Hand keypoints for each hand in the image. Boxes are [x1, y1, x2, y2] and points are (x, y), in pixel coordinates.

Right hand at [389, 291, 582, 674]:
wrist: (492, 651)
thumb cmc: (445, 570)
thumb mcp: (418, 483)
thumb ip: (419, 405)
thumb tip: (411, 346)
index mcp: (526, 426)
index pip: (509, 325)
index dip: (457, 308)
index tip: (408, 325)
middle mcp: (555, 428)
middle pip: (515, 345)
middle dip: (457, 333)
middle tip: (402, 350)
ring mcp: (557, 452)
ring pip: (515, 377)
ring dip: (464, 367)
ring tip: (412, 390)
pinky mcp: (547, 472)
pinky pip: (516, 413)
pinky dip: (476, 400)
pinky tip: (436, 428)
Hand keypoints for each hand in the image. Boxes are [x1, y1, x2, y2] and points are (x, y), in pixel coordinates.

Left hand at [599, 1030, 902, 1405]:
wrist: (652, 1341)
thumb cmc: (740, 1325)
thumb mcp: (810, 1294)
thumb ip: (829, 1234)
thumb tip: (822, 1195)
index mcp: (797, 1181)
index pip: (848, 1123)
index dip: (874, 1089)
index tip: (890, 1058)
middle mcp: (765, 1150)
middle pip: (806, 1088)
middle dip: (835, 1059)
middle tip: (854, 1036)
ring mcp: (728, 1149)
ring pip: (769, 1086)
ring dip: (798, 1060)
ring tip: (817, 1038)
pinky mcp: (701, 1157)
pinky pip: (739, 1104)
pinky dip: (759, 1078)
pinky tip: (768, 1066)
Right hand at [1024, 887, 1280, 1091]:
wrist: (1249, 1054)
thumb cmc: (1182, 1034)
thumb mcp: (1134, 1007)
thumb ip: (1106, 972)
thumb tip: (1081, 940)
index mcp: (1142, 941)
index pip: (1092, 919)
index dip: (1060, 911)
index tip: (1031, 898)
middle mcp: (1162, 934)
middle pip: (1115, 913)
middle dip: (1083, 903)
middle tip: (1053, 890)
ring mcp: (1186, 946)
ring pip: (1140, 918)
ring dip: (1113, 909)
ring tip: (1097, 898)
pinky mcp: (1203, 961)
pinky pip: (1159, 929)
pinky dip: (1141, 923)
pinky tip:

Work required => Return all of the entries exactly as they were supplied.

Problem solution =>
Hand keypoints for each hand in the image. Boxes are [x1, y1, x2, y2] and points are (x, y), in pixel coordinates.

Right hand at [389, 291, 582, 674]:
wrist: (492, 651)
thumb cmc: (445, 570)
thumb mcp: (418, 483)
thumb ip: (419, 405)
thumb tip: (411, 346)
index mcp: (526, 426)
index pip: (509, 325)
index dip: (457, 308)
index tip: (408, 325)
middle mcp: (555, 428)
middle pip: (515, 345)
middle dip: (457, 333)
middle tip: (402, 350)
ring mcp: (557, 452)
ring pip: (515, 377)
ring dip: (464, 367)
ring tip: (412, 390)
pinky mcp: (547, 472)
pinky pip: (516, 413)
pinky dip: (476, 400)
pinky tip: (436, 428)
Hand keypoints for each hand in the image. Boxes are [x1, y1, x2, y2] and points are (x, y), in pixel coordinates.

Left hand at [599, 1030, 902, 1405]:
wrist: (652, 1341)
thumb cmc: (740, 1325)
thumb mcp: (810, 1294)
thumb ip: (829, 1234)
thumb tip: (822, 1195)
index mcp: (797, 1181)
index pip: (848, 1123)
index dip: (874, 1089)
index tip: (890, 1058)
middle mcp: (765, 1150)
middle pip: (806, 1088)
middle dip: (835, 1059)
middle tip: (854, 1036)
ring mcp: (728, 1149)
ring pip: (769, 1086)
ring dip: (798, 1060)
ring tip: (817, 1038)
pinky mcp: (701, 1157)
pinky pip: (739, 1104)
pinky dip: (759, 1078)
pinky tip: (768, 1066)
Right hand at [1024, 887, 1280, 1091]:
wrist: (1249, 1054)
thumb cmc: (1182, 1034)
thumb mcp: (1134, 1007)
thumb ip: (1106, 972)
thumb tip: (1081, 940)
index mcp: (1142, 941)
index pip: (1092, 919)
index dip: (1060, 911)
index tip: (1031, 898)
middle mcp: (1162, 934)
middle pip: (1115, 913)
middle dip: (1083, 903)
middle tip: (1053, 890)
ring mcp: (1186, 946)
ring pip: (1140, 918)
ring dip: (1113, 909)
ring tip: (1097, 898)
pinky mcp: (1203, 961)
pinky pip: (1159, 929)
pinky dip: (1141, 923)
pinky tip:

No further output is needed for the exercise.